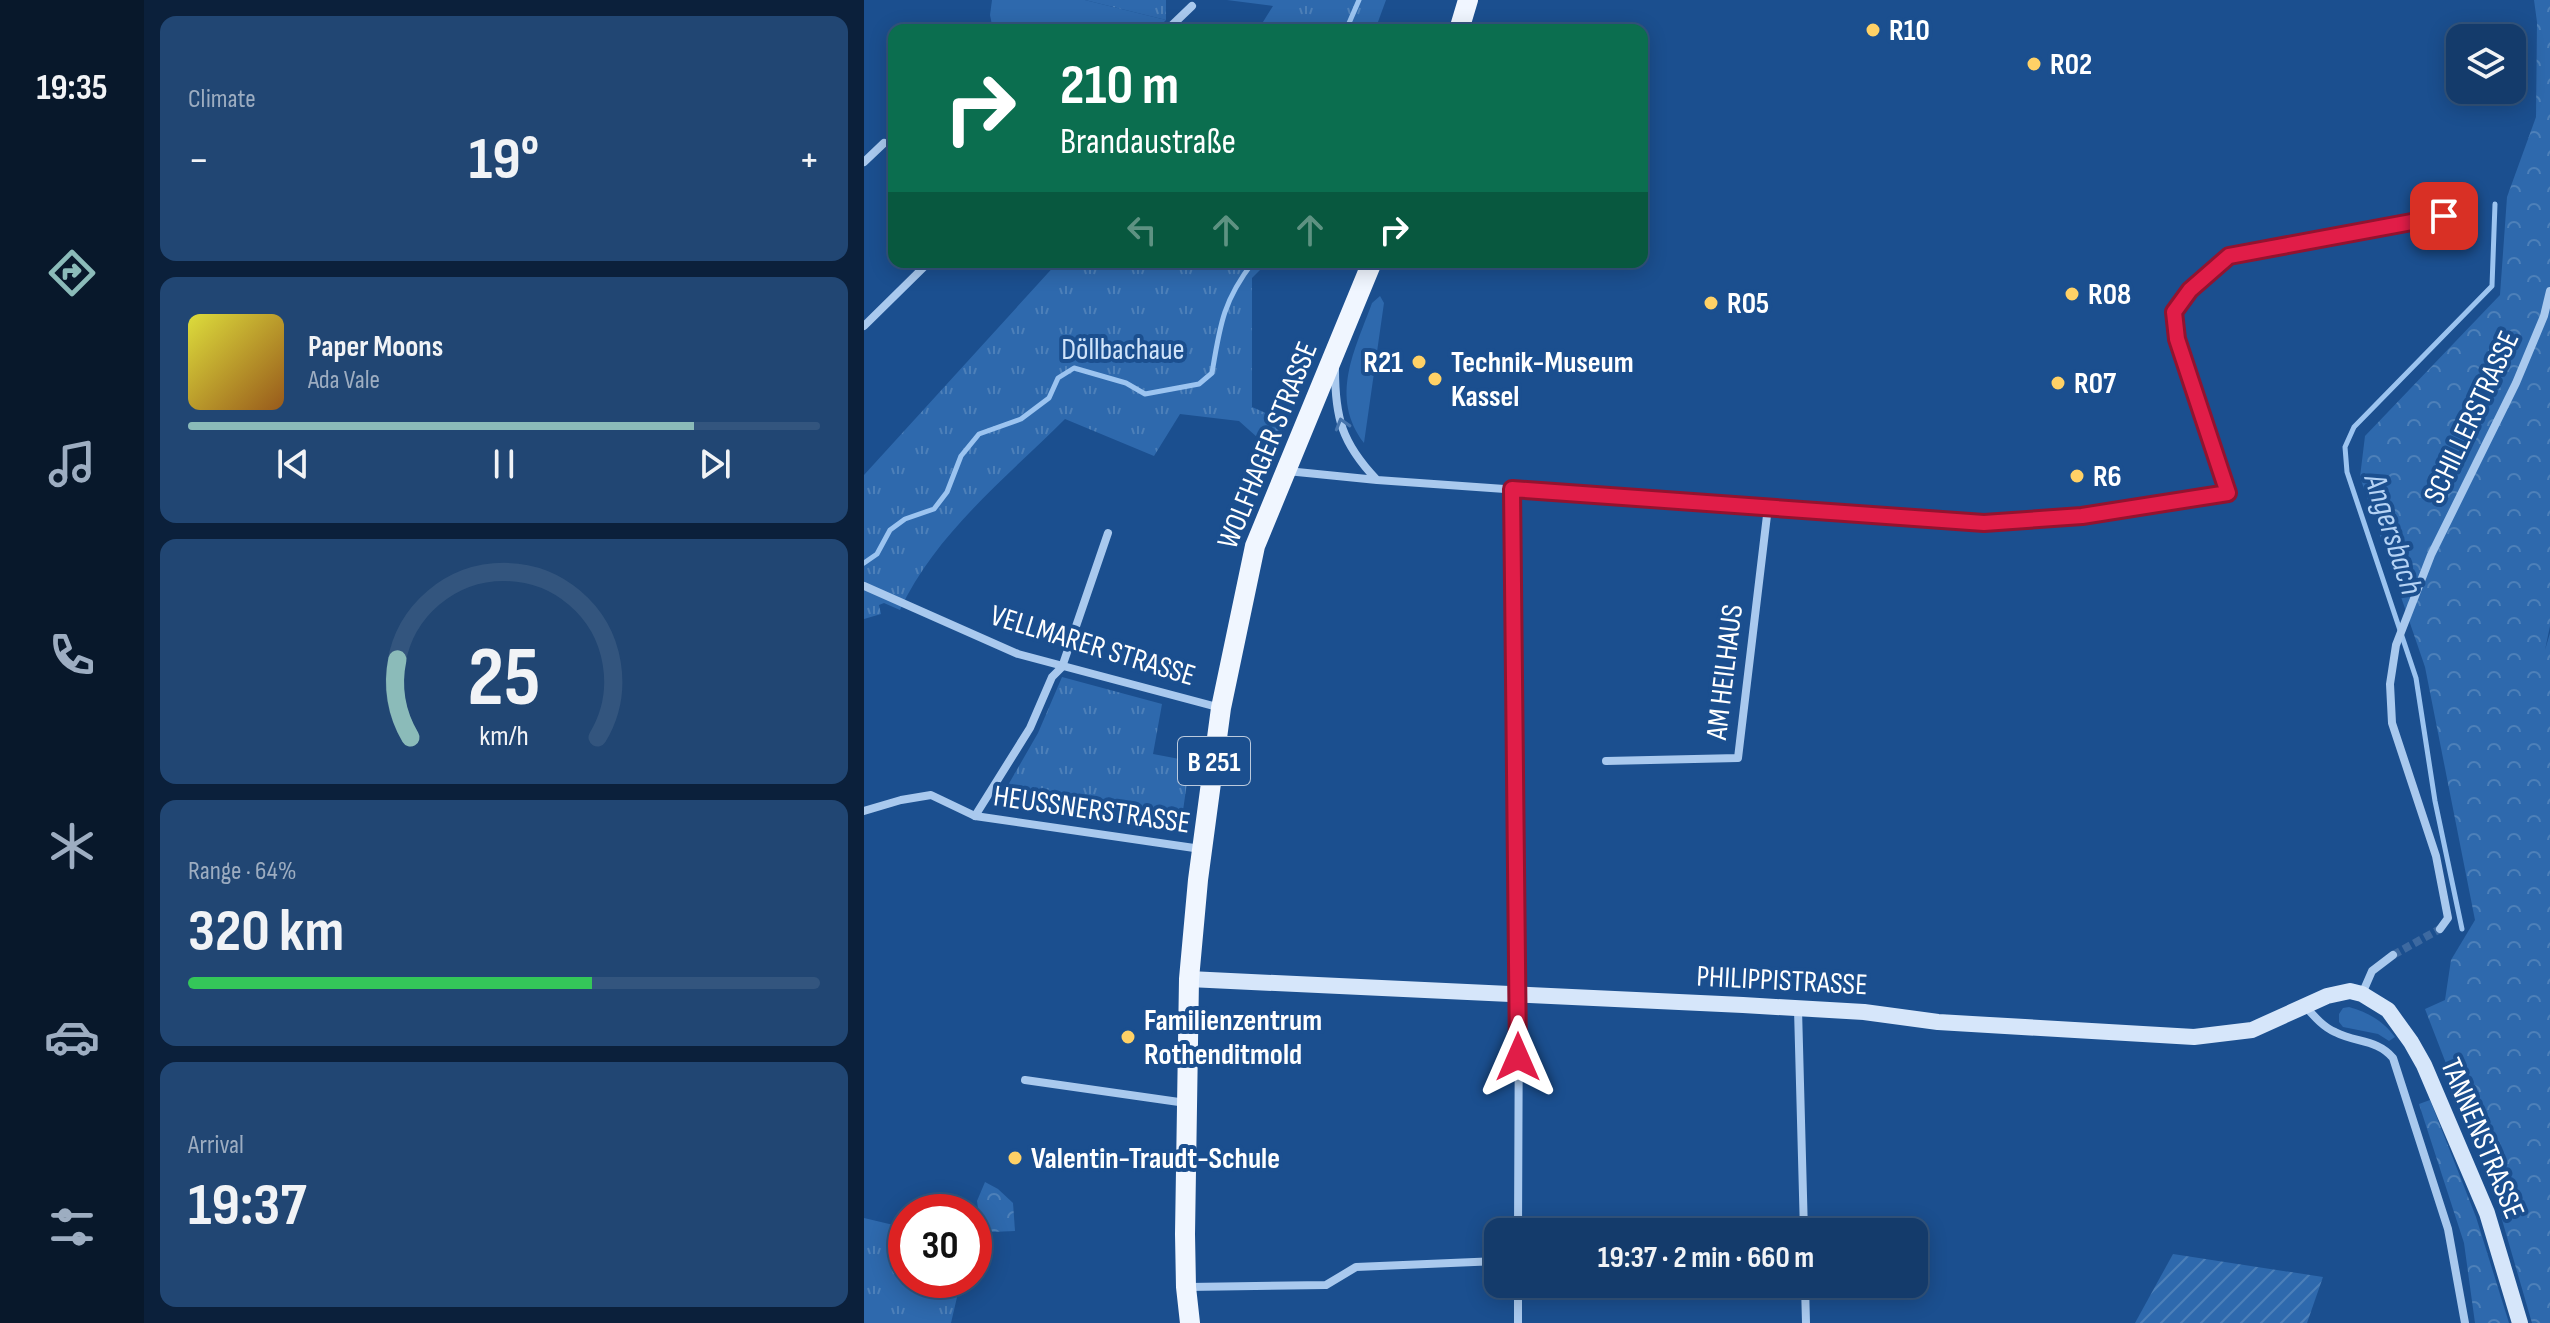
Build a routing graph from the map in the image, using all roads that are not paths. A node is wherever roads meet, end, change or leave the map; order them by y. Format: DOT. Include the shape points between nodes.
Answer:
graph roads {
  1 [pos="1468,0"];
  2 [pos="1192,6"];
  3 [pos="1173,24"];
  4 [pos="1461,24"];
  5 [pos="884,143"];
  6 [pos="864,162"];
  7 [pos="2466,212"];
  8 [pos="923,268"];
  9 [pos="1370,268"];
  10 [pos="2550,291"];
  11 [pos="864,326"];
  12 [pos="1334,357"];
  13 [pos="1286,471"];
  14 [pos="1377,480"];
  15 [pos="1512,489"];
  16 [pos="1768,507"];
  17 [pos="1108,533"];
  18 [pos="864,586"];
  19 [pos="1062,667"];
  20 [pos="1221,708"];
  21 [pos="1606,761"];
  22 [pos="864,811"];
  23 [pos="975,816"];
  24 [pos="1202,849"];
  25 [pos="2440,929"];
  26 [pos="2393,955"];
  27 [pos="1189,979"];
  28 [pos="2362,994"];
  29 [pos="1519,996"];
  30 [pos="2306,1007"];
  31 [pos="1798,1009"];
  32 [pos="1025,1080"];
  33 [pos="1188,1104"];
  34 [pos="1518,1218"];
  35 [pos="1804,1218"];
  36 [pos="1484,1262"];
  37 [pos="1186,1287"];
  38 [pos="1518,1298"];
  39 [pos="1805,1298"];
  40 [pos="1190,1323"];
  41 [pos="1518,1323"];
  42 [pos="1806,1323"];
  43 [pos="2465,1323"];
  44 [pos="2520,1323"];
  1 -- 4 [label="main road"];
  2 -- 3 [label="street"];
  5 -- 6 [label="street"];
  7 -- 16 [label="street" via="2229,256 2190,290 2174,312 2177,339 2228,493 2082,516 1984,523"];
  8 -- 11 [label="street"];
  9 -- 12 [label="main road, WOLFHAGER STRASSE / B 251"];
  10 -- 25 [label="street, SCHILLERSTRASSE" via="2516,383 2431,555 2396,645 2392,723 2436,856 2448,918"];
  12 -- 13 [label="main road, WOLFHAGER STRASSE / B 251"];
  14 -- 12 [label="street, one-way" via="1348,445 1337,404"];
  13 -- 14 [label="street"];
  13 -- 20 [label="main road, WOLFHAGER STRASSE / B 251" via="1255,546"];
  14 -- 15 [label="street"];
  15 -- 16 [label="street"];
  15 -- 29 [label="street"];
  16 -- 21 [label="street, AM HEILHAUS" via="1738,758"];
  17 -- 19 [label="street"];
  18 -- 19 [label="street, VELLMARER STRASSE" via="1018,654"];
  19 -- 20 [label="street, VELLMARER STRASSE"];
  19 -- 23 [label="street"];
  20 -- 24 [label="main road, WOLFHAGER STRASSE / B 251"];
  22 -- 23 [label="street, HEUSSNERSTRASSE" via="931,795"];
  23 -- 24 [label="street, HEUSSNERSTRASSE"];
  24 -- 27 [label="main road, WOLFHAGER STRASSE / B 251"];
  26 -- 28 [label="street" via="2372,971"];
  27 -- 29 [label="street, PHILIPPISTRASSE"];
  27 -- 33 [label="main road, WOLFHAGER STRASSE / B 251"];
  28 -- 30 [label="street, PHILIPPISTRASSE" via="2338,992"];
  28 -- 44 [label="street, TANNENSTRASSE" via="2388,1010 2424,1065 2487,1213"];
  29 -- 31 [label="street, PHILIPPISTRASSE"];
  29 -- 34 [label="street"];
  30 -- 31 [label="street, PHILIPPISTRASSE" via="2252,1030 2214,1037"];
  30 -- 43 [label="street" via="2335,1033 2381,1045 2393,1058 2448,1229"];
  31 -- 35 [label="street"];
  32 -- 33 [label="street"];
  33 -- 37 [label="main road, WOLFHAGER STRASSE / B 251"];
  36 -- 37 [label="street" via="1356,1267 1326,1285"];
  37 -- 40 [label="main road, WOLFHAGER STRASSE / B 251"];
  38 -- 41 [label="street"];
  39 -- 42 [label="street"];
}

■ ■ ■

_The task_: Copy out all the entries precisely. No images.

_Output below_:
Build a routing graph from the map in the image, using all roads that are not paths. A node is wherever roads meet, end, change or leave the map; order them by y. Format: DOT. Include the shape points between nodes.
Answer:
graph roads {
  1 [pos="1468,0"];
  2 [pos="1192,6"];
  3 [pos="1173,24"];
  4 [pos="1461,24"];
  5 [pos="884,143"];
  6 [pos="864,162"];
  7 [pos="2466,212"];
  8 [pos="923,268"];
  9 [pos="1370,268"];
  10 [pos="2550,291"];
  11 [pos="864,326"];
  12 [pos="1334,357"];
  13 [pos="1286,471"];
  14 [pos="1377,480"];
  15 [pos="1512,489"];
  16 [pos="1768,507"];
  17 [pos="1108,533"];
  18 [pos="864,586"];
  19 [pos="1062,667"];
  20 [pos="1221,708"];
  21 [pos="1606,761"];
  22 [pos="864,811"];
  23 [pos="975,816"];
  24 [pos="1202,849"];
  25 [pos="2440,929"];
  26 [pos="2393,955"];
  27 [pos="1189,979"];
  28 [pos="2362,994"];
  29 [pos="1519,996"];
  30 [pos="2306,1007"];
  31 [pos="1798,1009"];
  32 [pos="1025,1080"];
  33 [pos="1188,1104"];
  34 [pos="1518,1218"];
  35 [pos="1804,1218"];
  36 [pos="1484,1262"];
  37 [pos="1186,1287"];
  38 [pos="1518,1298"];
  39 [pos="1805,1298"];
  40 [pos="1190,1323"];
  41 [pos="1518,1323"];
  42 [pos="1806,1323"];
  43 [pos="2465,1323"];
  44 [pos="2520,1323"];
  1 -- 4 [label="main road"];
  2 -- 3 [label="street"];
  5 -- 6 [label="street"];
  7 -- 16 [label="street" via="2229,256 2190,290 2174,312 2177,339 2228,493 2082,516 1984,523"];
  8 -- 11 [label="street"];
  9 -- 12 [label="main road, WOLFHAGER STRASSE / B 251"];
  10 -- 25 [label="street, SCHILLERSTRASSE" via="2516,383 2431,555 2396,645 2392,723 2436,856 2448,918"];
  12 -- 13 [label="main road, WOLFHAGER STRASSE / B 251"];
  14 -- 12 [label="street, one-way" via="1348,445 1337,404"];
  13 -- 14 [label="street"];
  13 -- 20 [label="main road, WOLFHAGER STRASSE / B 251" via="1255,546"];
  14 -- 15 [label="street"];
  15 -- 16 [label="street"];
  15 -- 29 [label="street"];
  16 -- 21 [label="street, AM HEILHAUS" via="1738,758"];
  17 -- 19 [label="street"];
  18 -- 19 [label="street, VELLMARER STRASSE" via="1018,654"];
  19 -- 20 [label="street, VELLMARER STRASSE"];
  19 -- 23 [label="street"];
  20 -- 24 [label="main road, WOLFHAGER STRASSE / B 251"];
  22 -- 23 [label="street, HEUSSNERSTRASSE" via="931,795"];
  23 -- 24 [label="street, HEUSSNERSTRASSE"];
  24 -- 27 [label="main road, WOLFHAGER STRASSE / B 251"];
  26 -- 28 [label="street" via="2372,971"];
  27 -- 29 [label="street, PHILIPPISTRASSE"];
  27 -- 33 [label="main road, WOLFHAGER STRASSE / B 251"];
  28 -- 30 [label="street, PHILIPPISTRASSE" via="2338,992"];
  28 -- 44 [label="street, TANNENSTRASSE" via="2388,1010 2424,1065 2487,1213"];
  29 -- 31 [label="street, PHILIPPISTRASSE"];
  29 -- 34 [label="street"];
  30 -- 31 [label="street, PHILIPPISTRASSE" via="2252,1030 2214,1037"];
  30 -- 43 [label="street" via="2335,1033 2381,1045 2393,1058 2448,1229"];
  31 -- 35 [label="street"];
  32 -- 33 [label="street"];
  33 -- 37 [label="main road, WOLFHAGER STRASSE / B 251"];
  36 -- 37 [label="street" via="1356,1267 1326,1285"];
  37 -- 40 [label="main road, WOLFHAGER STRASSE / B 251"];
  38 -- 41 [label="street"];
  39 -- 42 [label="street"];
}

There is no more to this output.